The number of neuroimaging studies in emotional similarity research is limited. To our knowledge, no neuroimaging studies have investigated neural differences in explicit judgments of similarity among the prevalent stimuli in research of emotional cognition, namely, natural, complex neutral and emotional picture scenes. Only a handful of studies have combined behavioural measures of similarity with neural data by using RSA. The results of these studies might help in understand the brain regions, which code the similarity among emotional stimuli. In these studies, during the fMRI scan participants were asked to attend to pictures while performing non-emotional rating tasks (e.g., ratings of indoor versus outdoor scenes). This was combined with behavioural judgements of similarity among the experimental stimuli. They found that brain activity patterns in regions involved in emotional processing, such as the insula and the ventromedial prefrontal cortex (VMPFC), represent the similarity structure between emotional and neutral stimuli observed at behavioural level (Chavez and Heatherton
2015; Levine et al.
2018).
Additional, indirect evidence about what make two emotional stimuli similar to each other at neural level is gleaned from neuroimaging investigations of emotional processing and categorisation. These mainly aimed at investigating how the brain codes the relationship between specific emotions, supporting either a categorical (Ekman and Friesen
1976), a dimensional (Russell and Pratt
1980), or a constructionist view (Barrett
2017). In these studies, participants were asked either to passively look at images, to attend to the feelings they evoke, to rate the valence and the arousal of these feelings, or to rate the valence and arousal of the picture and categorise it according to emotional labels (Costa et al.
2014; Ohira et al.
2006; Machajdik et al.
2010; Baucom et al.
2012; Sakaki et al.
2012; Yuen et al.
2012; Edmiston et al.
2013; den Stock et al.
2014; Motzkin et al.
2015; Hrybouski et al.
2016). The results of these studies were discrepant, probably because of the different perspectives of emotions adopted and methods used to elicit the emotions (Wager et al.
2015). In particular, locationist studies attempted to discover the unique brain feature associated with each emotional category, by adopting a one (brain region)-to-one (emotion) approach. For example, fear has been consistently localised in the amygdala (LaBar et al.
1998; LeDoux
2007; Öhman
2009), disgust in the anterior insula (Calder
2003; Wicker et al.
2003; Jabbi et al.
2008), sadness in the anterior cingulate cortex (Phan et al.
2002; Murphy et al.
2003), anger in the orbitofrontal cortex (Murphy et al.
2003; Vytal and Hamann
2010), and happiness in the dorsomedial prefrontal cortex (DMPFC) (Lindquist et al.
2012). As highlighted by Lindquist et al. (
2012), supports for a locationist account would be found if instances of an emotion category (e.g., fear) are consistently and specifically associated with increased activity in a brain region (or in a set of regions within a network) across multiple published studies. However, first, many studies showed that the aforementioned regions are associated with multiple categories of emotions (Lindquist et al.

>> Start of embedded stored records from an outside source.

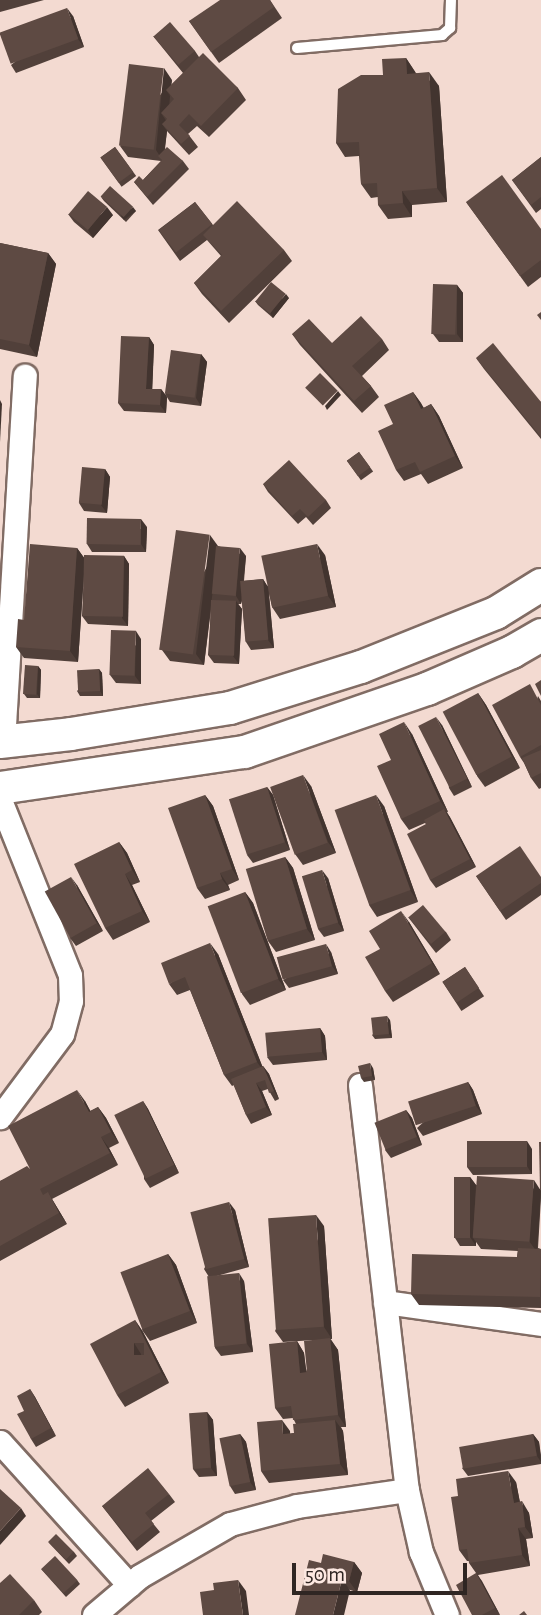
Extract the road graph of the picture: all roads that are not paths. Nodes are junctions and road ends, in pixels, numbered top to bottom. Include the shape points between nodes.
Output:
1 (451, 0) edge
2 (297, 48) dead end
3 (25, 376) dead end
4 (541, 585) edge
5 (541, 635) edge
6 (1, 742) edge
7 (0, 788) edge
8 (0, 800) edge
9 (360, 1085) edge
10 (0, 1117) edge
11 (385, 1302) junction
12 (541, 1324) edge
13 (0, 1442) edge
14 (407, 1490) junction
15 (129, 1585) junction
16 (94, 1615) edge
17 (447, 1615) edge

1 - 2 lane via 450,28 442,34
3 - 6 street
4 - 6 main road via 496,613 360,667 230,708
5 - 7 main road via 427,689 246,752
8 - 10 street via 70,975 71,1001 62,1034
9 - 11 street
11 - 12 street
11 - 14 street
13 - 15 street
14 - 15 street via 298,1506 230,1524
14 - 17 street via 421,1552
15 - 16 street

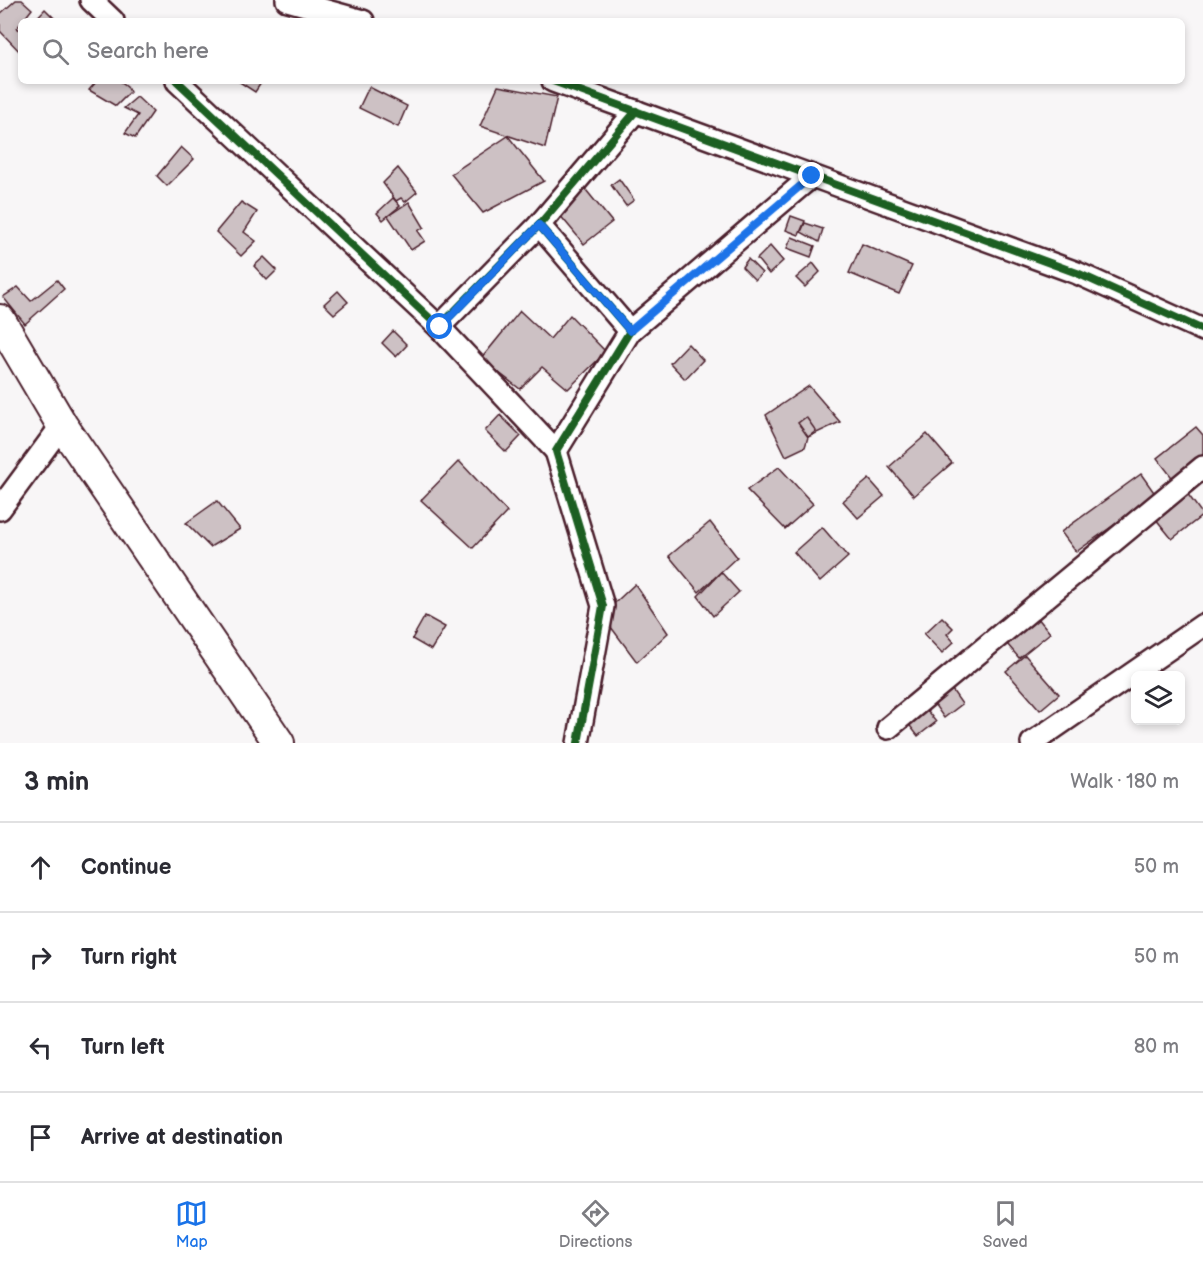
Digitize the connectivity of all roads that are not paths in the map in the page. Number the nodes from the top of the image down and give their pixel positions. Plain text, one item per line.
1 (91, 0) edge
2 (287, 0) edge
3 (110, 18) edge
4 (352, 18) edge
5 (180, 84) edge
6 (561, 84) edge
7 (636, 111) junction
8 (812, 176) junction
9 (539, 225) junction
10 (0, 320) edge
11 (440, 327) junction
12 (1203, 330) edge
13 (630, 331) junction
14 (62, 425) junction
15 (556, 451) junction
16 (1203, 467) edge
17 (0, 509) edge
18 (1203, 625) edge
19 (888, 728) dead end
20 (279, 743) edge
21 (578, 743) edge
22 (1032, 743) edge

1 - 3 street
2 - 4 street
5 - 11 street
6 - 7 street
7 - 8 street
7 - 9 street
8 - 12 street
8 - 13 street
9 - 11 street
9 - 13 street
10 - 14 main road
11 - 15 street
13 - 15 street
14 - 17 street
14 - 20 main road
15 - 21 street
16 - 19 street
18 - 22 street

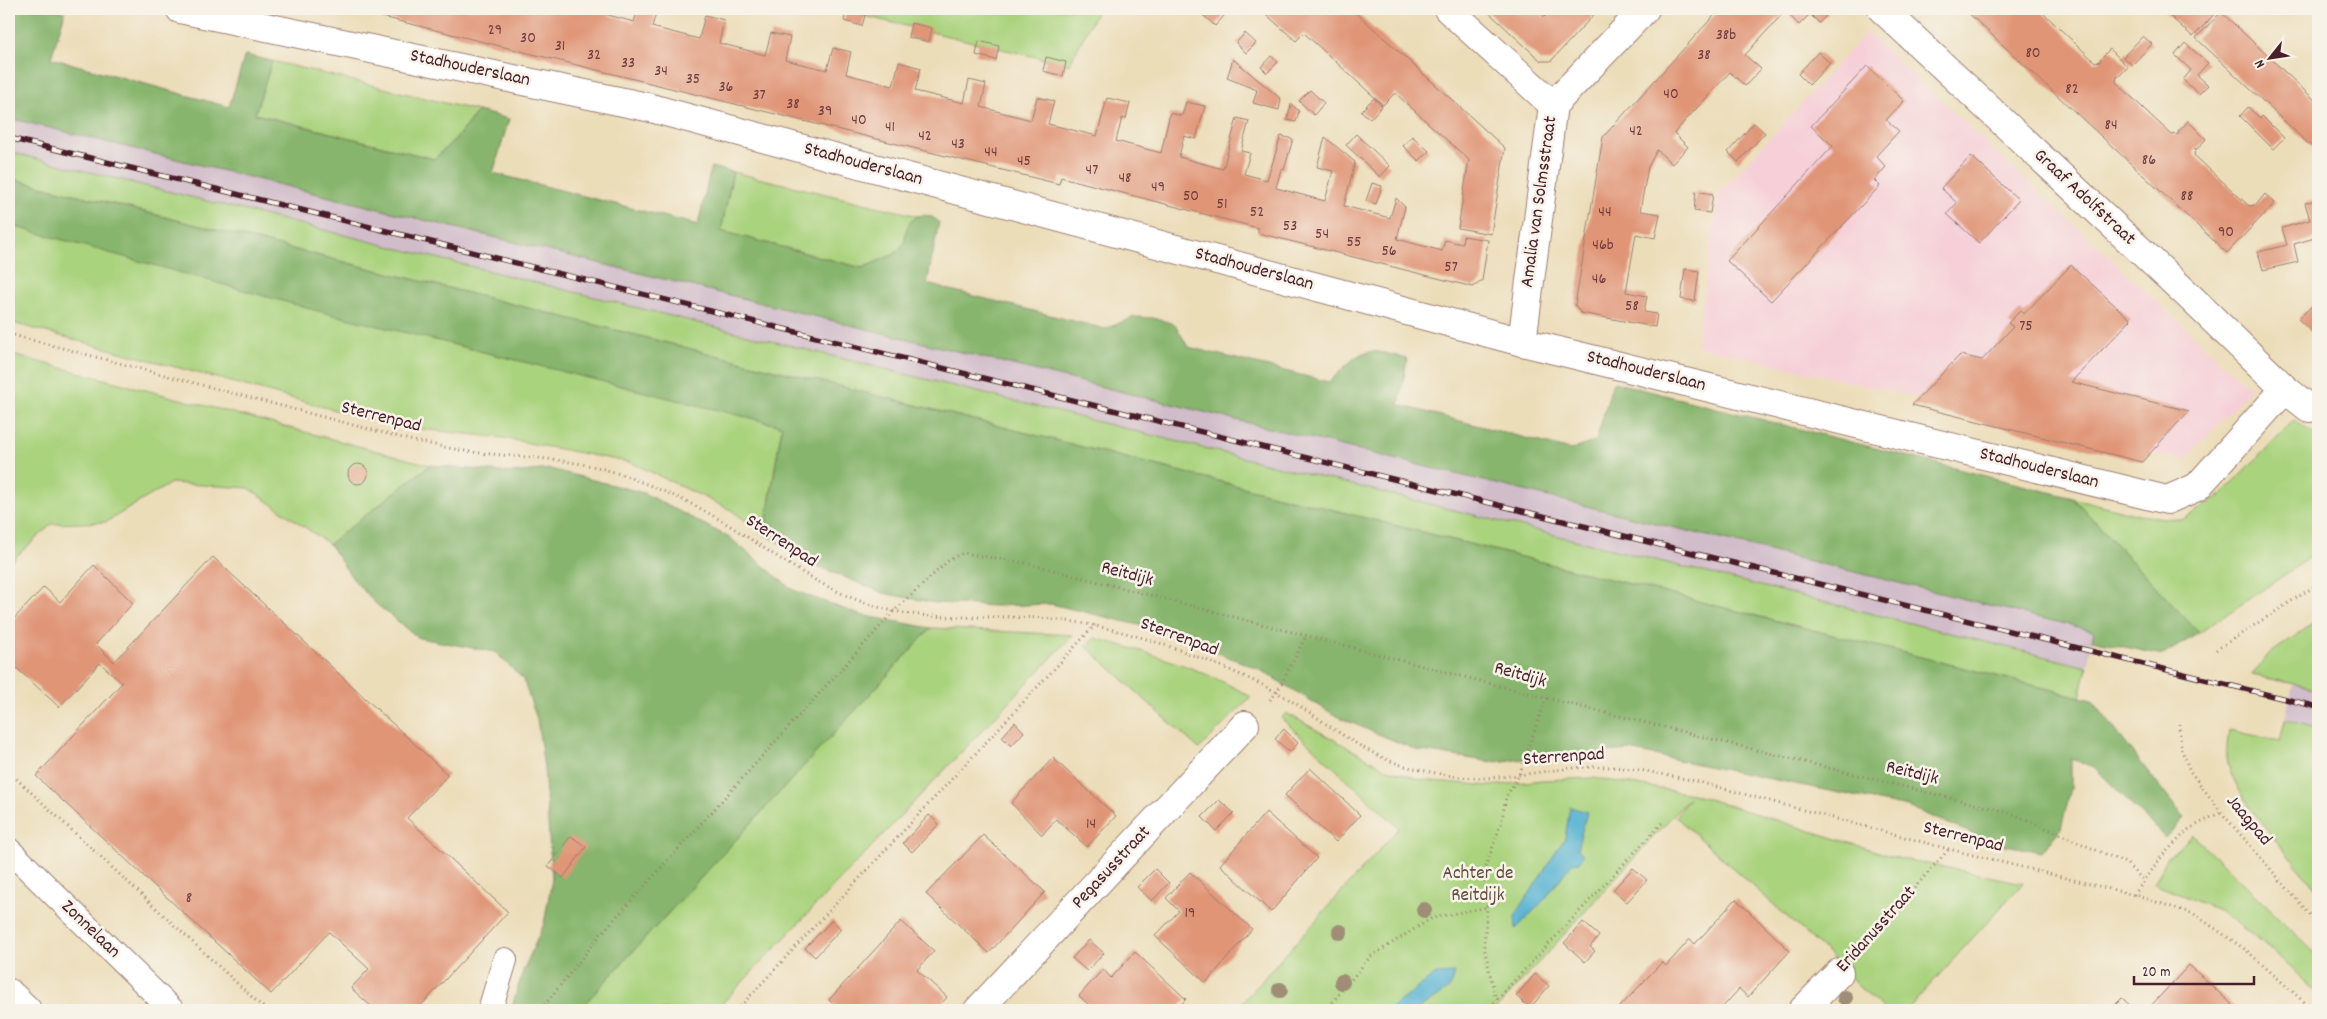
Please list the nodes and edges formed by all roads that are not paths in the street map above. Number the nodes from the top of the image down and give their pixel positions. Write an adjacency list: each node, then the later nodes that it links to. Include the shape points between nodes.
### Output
1 (180, 9): 6 (street, Stadhouderslaan, via 647,106)
2 (1448, 9): 5 (street)
3 (1645, 9): 5 (street, Amalia van Solmsstraat)
4 (1882, 9): 7 (street, Graaf Adolfstraat)
5 (1553, 105): 6 (street, Amalia van Solmsstraat)
6 (1522, 342): 7 (street, Stadhouderslaan, via 2167,500 2198,487)
7 (2285, 390): 8 (street, Graaf Adolfstraat, via 2309,408)
8 (2318, 406)
9 (1245, 725): 17 (street, Pegasusstraat)
10 (9, 850): 15 (lane, Zonnelaan)
11 (505, 960): 16 (lane)
12 (1839, 973): 18 (street, Eridanusstraat)
13 (9, 993): 14 (street)
14 (27, 1010)
15 (172, 1010)
16 (490, 1010)
17 (978, 1010)
18 (1803, 1010)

2012), and during many other sensory, perceptual and cognitive functions (Yarkoni et al.
2011; LeDoux
2012). Second, it is not clear whether the findings from the locationist literature are reliable enough or consistent across studies (Wager et al.
2015). For these reasons, a psychological constructionist approach to emotion is preferable. According to this perspective, emotions are ‘situated conceptualisations’, that is, subjective interpretations of what is happening around us. Emotions arise from the interaction among many brain regions, interconnected in large-scale networks, according to a many-to-one approach. These brain regions are implicated not only in emotional processing, but also in more ‘cognitive’ functions, such as conceptualization (simulation of previous experiences), language (representation and retrieval of semantic concepts), and executive attention (attention and working memory).
However, this represents only indirect evidence of the neurobiological underpinnings of emotional similarity. The neural mechanism that allows emotion to influence overall perceptions of similarity is still unknown, as are putative neural differences during explicit judgements of similarity between natural, complex neutral and emotional events.